A crowd of starving Palestinians, including children, waits to receive food distributed by charity organizations amid Israel’s blockade at the Jabalia refugee camp in Gaza on March 27, 2024. (Photo by Mahmoud Issa/Anadolu via Getty Images)

“The Israeli government’s use of starvation as a weapon of war has proven deadly for children in Gaza.”

The Israeli government is starving children to death in the Gaza Strip with its deliberate and systematic obstruction of food aid, Human Rights Watch said in a report released Tuesday, citing firsthand accounts from doctors and families in the besieged enclave.

At least 32 people, including 28 children, have died of malnutrition and dehydration so far in northern Gaza, which is facing famine conditions due to Israel’s illegal blockade.

HRW’s new report builds on its December assessment that Israel was “using starvation of civilians as a method of warfare” in Gaza, with disastrous consequences for the territory’s civilian population.

“The Israeli government’s use of starvation as a weapon of war has proven deadly for children in Gaza,” said Omar Shakir, HRW’s Israel and Palestine director. “Israel needs to end this war crime, stop this suffering, and allow humanitarian aid to reach all of Gaza unhindered.”

For its new report, HRW interviewed doctors who have treated malnourished patients and family members of children who have starved to death in recent weeks. The group also reviewed photographs and video footage showing emaciated children who have died of malnutrition.

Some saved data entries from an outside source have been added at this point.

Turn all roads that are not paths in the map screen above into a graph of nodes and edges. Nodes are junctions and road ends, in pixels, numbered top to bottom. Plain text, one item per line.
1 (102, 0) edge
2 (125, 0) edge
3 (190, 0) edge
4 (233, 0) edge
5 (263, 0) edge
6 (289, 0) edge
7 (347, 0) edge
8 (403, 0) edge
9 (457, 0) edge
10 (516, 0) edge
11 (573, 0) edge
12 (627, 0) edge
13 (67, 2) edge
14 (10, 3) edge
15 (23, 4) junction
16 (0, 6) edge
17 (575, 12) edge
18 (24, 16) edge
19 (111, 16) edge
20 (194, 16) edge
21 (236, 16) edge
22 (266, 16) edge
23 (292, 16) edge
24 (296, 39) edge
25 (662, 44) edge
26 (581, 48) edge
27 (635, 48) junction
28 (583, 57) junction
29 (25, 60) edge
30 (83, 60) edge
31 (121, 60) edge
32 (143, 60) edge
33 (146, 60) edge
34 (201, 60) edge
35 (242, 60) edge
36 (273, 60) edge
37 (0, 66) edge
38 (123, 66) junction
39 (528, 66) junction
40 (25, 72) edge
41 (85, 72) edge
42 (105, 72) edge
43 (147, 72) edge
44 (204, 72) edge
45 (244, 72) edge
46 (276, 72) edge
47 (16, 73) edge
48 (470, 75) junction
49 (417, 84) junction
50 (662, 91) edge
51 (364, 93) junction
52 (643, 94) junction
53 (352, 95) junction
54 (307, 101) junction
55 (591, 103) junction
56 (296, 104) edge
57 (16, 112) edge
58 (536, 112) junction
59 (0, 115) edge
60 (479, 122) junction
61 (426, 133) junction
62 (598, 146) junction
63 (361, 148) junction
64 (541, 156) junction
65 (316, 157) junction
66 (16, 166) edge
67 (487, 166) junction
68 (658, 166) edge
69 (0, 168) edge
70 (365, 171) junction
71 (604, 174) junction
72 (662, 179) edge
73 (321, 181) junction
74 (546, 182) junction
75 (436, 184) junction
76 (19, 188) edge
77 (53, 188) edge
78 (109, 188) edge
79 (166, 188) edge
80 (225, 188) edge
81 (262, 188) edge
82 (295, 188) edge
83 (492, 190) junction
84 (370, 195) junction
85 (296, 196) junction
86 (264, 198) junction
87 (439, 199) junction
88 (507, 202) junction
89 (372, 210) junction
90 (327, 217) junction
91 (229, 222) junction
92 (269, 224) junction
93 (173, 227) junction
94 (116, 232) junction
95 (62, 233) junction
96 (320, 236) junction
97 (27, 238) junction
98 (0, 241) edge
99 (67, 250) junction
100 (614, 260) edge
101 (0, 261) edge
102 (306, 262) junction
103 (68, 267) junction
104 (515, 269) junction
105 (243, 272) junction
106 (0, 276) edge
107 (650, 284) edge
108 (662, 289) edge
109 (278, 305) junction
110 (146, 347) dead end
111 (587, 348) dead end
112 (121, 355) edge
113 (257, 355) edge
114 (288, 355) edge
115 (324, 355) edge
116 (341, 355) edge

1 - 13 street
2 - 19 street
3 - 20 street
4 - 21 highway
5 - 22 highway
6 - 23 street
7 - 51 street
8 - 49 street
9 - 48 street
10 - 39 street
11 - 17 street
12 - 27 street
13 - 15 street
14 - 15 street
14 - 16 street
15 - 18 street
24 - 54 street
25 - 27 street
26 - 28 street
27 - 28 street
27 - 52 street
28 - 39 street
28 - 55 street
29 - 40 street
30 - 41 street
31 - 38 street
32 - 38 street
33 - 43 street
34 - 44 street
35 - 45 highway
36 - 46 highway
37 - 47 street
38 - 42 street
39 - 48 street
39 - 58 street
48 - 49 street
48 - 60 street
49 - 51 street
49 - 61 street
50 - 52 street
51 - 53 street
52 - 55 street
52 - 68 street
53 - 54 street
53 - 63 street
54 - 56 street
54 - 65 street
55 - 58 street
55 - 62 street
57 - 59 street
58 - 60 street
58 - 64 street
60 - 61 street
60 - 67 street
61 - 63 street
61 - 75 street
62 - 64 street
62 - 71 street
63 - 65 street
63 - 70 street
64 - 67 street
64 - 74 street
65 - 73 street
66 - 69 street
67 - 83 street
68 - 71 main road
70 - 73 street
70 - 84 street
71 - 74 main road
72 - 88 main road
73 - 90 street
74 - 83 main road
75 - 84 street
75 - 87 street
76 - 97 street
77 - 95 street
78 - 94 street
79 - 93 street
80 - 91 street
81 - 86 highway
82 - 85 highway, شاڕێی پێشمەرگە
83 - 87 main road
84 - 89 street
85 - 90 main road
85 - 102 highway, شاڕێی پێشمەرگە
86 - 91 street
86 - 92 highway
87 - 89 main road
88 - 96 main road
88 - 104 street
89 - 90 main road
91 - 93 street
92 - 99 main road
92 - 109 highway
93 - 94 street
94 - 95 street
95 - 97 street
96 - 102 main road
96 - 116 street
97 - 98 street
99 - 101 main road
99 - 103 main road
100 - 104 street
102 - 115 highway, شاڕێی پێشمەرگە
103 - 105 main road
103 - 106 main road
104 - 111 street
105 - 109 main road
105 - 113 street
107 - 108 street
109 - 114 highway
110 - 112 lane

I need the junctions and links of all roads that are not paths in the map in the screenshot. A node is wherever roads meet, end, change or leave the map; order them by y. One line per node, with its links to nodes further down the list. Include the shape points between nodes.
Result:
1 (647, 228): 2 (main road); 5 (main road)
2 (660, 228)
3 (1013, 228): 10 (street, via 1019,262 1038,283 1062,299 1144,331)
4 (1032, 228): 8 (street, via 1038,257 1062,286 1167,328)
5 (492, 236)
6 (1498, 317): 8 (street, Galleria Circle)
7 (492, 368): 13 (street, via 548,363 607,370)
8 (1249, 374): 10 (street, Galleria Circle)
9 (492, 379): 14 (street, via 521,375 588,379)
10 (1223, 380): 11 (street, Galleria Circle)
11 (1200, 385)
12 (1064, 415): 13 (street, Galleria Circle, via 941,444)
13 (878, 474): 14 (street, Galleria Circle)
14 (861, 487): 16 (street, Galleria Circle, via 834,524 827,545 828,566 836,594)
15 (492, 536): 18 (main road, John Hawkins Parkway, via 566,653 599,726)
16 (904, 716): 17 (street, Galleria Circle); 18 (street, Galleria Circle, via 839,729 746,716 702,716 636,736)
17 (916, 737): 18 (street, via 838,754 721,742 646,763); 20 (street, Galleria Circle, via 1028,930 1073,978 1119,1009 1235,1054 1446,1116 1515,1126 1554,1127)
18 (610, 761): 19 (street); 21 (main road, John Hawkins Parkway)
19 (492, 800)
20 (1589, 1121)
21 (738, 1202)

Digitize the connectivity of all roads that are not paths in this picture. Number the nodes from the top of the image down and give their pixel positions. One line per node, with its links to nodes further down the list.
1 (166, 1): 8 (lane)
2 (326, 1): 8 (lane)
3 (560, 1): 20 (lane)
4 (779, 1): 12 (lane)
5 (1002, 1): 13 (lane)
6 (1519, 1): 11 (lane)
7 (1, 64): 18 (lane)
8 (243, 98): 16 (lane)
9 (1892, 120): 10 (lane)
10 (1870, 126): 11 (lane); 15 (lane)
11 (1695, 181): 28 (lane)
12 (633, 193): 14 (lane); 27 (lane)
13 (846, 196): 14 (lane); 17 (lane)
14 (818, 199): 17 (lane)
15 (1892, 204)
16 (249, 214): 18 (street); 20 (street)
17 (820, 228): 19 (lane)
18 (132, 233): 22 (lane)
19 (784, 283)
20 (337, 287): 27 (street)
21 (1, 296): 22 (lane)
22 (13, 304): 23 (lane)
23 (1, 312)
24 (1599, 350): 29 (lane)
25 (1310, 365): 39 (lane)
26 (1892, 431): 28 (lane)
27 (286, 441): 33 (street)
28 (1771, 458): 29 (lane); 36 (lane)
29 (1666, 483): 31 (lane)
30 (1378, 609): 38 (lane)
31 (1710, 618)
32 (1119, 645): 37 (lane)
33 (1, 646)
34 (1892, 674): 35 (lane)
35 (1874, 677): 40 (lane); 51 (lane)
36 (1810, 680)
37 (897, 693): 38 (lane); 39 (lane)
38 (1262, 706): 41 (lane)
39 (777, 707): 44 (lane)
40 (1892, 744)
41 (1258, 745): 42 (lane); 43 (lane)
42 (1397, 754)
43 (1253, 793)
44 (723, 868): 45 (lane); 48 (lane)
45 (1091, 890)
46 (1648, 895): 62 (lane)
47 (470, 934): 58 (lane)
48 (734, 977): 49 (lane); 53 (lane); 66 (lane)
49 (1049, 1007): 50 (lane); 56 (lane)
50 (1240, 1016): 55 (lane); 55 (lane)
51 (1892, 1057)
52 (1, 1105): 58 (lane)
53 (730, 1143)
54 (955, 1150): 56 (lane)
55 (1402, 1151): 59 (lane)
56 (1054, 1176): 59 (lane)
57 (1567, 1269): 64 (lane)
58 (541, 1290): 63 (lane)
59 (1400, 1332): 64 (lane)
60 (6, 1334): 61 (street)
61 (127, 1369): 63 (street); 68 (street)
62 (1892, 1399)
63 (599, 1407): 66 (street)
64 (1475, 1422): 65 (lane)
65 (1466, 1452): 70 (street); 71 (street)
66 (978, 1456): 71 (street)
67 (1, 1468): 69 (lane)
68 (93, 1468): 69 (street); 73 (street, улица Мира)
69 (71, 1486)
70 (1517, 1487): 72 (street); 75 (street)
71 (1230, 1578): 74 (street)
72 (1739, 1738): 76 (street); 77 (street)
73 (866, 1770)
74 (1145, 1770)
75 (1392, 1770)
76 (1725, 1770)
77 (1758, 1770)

Dr. Hussam Abu Safiya, the head of the pediatrics unit of a northern Gaza hospital targeted by Israeli forces, said that 26 children in his facility alone have died from starvation-related health complications. Safiya told HRW that at least 16 of the children were under five months old, and one of them was just two days old.

The mother, he said, “had no milk to give him.”

“Israel’s allies like the U.S., U.K., France, and Germany need to press for full-throttle aid delivery by immediately suspending their arms transfers.”

Already badly hindered by Israel’s siege, aid deliveries to Gaza have been further disrupted by Israeli attacks on humanitarian workers and convoys. Israeli forces’ killing of seven World Central Kitchen workers last week led several aid groups to suspend their operations in Gaza.

While Israel agreed in the wake of the deadly attack—and in the face of massive international pressure—to reopen a key border crossing in northern Gaza, aid groups say far more is needed to prevent mass starvation.

“Governments outraged by the Israeli government starving civilians in Gaza should not be looking for band-aid solutions to this humanitarian crisis,” Shakir said Tuesday. “Israel’s announcement that it will increase aid shows that outside pressure works. Israel’s allies like the U.S., U.K., France, and Germany need to press for full-throttle aid delivery by immediately suspending their arms transfers.”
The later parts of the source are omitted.